Rosie belongs to Eastern Hancock Superintendent George Philhower and is an officially trained and certified therapy dog. She became a regular at the school last spring when Philhower brought her in for a visit and realized how quickly the students and staff throughout the district loved interacting with her.
“Initially we had some teachers who were asking about bringing in a therapy dog, and the more we experienced what it was like to have a dog here, we just realized it’s one of the best things we can do for our students and staff,” Philhower said.
Eastern High School junior Charity Payton has taken on the job of overseeing Rosie throughout some of the school day as Rosie’s official student manager.
“I love this dog with all my heart, literally everything,” Charity said.
Last year, Charity, who has worked hard to deal with anxiety issues, did a presentation on the importance of therapy dogs and how animals can truly help students who deal with anxiety issues. When Philhower saw how well Charity responded to Rosie, he knew making Charity Rosie’s handler would be good for both of them.
Charity said getting a chance to work as Rosie’s manager, taking her to classes to see other students and to visit teachers throughout the district has made a positive difference in her life.
“When I used to walk into a classroom by myself, I’d be shaking and nervous, but when I’m with Rosie, I don’t shake at all and it’s so much better,” Charity said. “Rosie definitely helps a lot.”
In addition to helping students like Charity gain confidence, Rosie is an all-around good vibe to everyone in the district.
“It’s amazing how real and helpful Rosie is,” Charity said. “Earlier today, we were walking through the middle school and this kid who was having a bad day petted Rosie and said, ‘My day is already better,’” Charity said.
When Rosie isn’t with Charity, seeing other students and staff, she hangs out in a student lounge area or the front office where she gets nothing but attention and treats.
Megan Whisman is the front office secretary who has a special stash of animal crackers just for Rosie, who will sit and shake hands to earn a treat.
“Kids know Rosie’s schedule, when she’ll be in the office, and they stop by just to see Rosie and that includes teachers,” Whisman said.
Whisman and Philhower both noted the dog is making a big difference with students particularly those who are visibly upset or down in the hall ways. Most students will change their demeanor as soon as they see Rosie.
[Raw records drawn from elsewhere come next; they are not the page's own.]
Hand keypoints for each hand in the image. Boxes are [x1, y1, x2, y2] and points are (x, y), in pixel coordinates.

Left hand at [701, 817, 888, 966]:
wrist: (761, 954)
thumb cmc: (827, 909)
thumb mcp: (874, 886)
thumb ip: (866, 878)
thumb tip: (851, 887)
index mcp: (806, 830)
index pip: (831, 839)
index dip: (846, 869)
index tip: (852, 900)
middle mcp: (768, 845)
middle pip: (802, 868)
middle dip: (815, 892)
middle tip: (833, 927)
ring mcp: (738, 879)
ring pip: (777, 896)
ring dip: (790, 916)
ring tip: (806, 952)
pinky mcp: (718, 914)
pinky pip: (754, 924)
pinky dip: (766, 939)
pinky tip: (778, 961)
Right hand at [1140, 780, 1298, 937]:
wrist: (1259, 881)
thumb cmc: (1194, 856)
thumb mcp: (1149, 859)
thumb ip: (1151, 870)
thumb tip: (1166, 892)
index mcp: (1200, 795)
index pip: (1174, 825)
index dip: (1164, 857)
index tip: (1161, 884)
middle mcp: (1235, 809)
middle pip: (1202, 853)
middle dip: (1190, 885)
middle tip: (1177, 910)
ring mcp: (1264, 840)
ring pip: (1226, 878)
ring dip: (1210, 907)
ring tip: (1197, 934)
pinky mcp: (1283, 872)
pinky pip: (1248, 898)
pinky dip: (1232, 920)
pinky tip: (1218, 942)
“It does not matter what age, from kindergarten to through high school, the kids all react positively to Rosie,” Philhower said.
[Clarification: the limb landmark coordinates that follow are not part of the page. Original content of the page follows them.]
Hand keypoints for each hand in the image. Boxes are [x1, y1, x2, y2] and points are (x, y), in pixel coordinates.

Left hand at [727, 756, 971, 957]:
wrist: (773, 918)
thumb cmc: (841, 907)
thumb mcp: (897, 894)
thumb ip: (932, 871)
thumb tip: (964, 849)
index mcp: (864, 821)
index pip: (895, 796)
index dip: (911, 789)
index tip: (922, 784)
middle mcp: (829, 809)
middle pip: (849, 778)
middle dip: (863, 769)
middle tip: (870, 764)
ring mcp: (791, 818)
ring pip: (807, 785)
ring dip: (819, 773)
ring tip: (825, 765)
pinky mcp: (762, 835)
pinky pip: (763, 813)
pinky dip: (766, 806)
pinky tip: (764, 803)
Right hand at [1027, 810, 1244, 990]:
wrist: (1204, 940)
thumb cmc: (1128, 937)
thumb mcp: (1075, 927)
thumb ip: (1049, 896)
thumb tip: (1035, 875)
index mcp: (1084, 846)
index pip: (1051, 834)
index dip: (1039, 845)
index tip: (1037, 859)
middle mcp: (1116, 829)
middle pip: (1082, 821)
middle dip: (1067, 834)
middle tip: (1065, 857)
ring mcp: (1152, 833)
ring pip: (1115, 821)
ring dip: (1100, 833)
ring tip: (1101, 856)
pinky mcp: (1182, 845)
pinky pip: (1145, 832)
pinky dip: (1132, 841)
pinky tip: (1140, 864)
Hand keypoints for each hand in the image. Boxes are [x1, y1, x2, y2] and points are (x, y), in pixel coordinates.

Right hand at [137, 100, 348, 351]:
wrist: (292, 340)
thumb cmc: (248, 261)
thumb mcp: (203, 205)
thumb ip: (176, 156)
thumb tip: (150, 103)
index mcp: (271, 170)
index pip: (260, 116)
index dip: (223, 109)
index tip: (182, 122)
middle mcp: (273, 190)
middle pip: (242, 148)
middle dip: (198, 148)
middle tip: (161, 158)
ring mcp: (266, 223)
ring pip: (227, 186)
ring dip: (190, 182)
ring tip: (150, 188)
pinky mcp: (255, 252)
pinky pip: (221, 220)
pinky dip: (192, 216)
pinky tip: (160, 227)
While Rosie has developed many friendships throughout the district, she’s developed a special bond with middle and high school principal Adam Barton. Just the other day when Barton was away from the building at a meeting, Whisman sent him a photo of Rosie laying at his office door, pouting, waiting for him to come back.
“I used to go to training classes on the same night as Rosie with my dog,” Barton said. “I think she remembers that.”
Barton knows how important it is for students to get unconditional love, and that’s something, he said they always get from Rosie.
“She’s gonna be sweet to them and her tail is gonna be wagging and that allows kids to walk in the door and have that feeling of acceptance,” Barton said. “We always want to find ways to connect with students and when you walk a dog up to a kid, there is a connection and you get a chance to talk to the kid.”
Philhower noted when he takes Rosie home every night, she’s tired and sleeps well but is eager to jump in the car first thing the next morning when he drives himself and his two children to school.
“It’s a rare day when Rosie does not come, and on days when I can’t bring her, my daughter will bring her so she’s always here,” Philhower said.
The district has another certified and trained therapy dog named Ernie. He however sticks to the elementary school mostly where he works and comforts students in Amber Jenkins’ special education class.
“We’re in favor of having dogs here because we see how much of a positive difference dogs can make in everyone’s life,” Philhower said.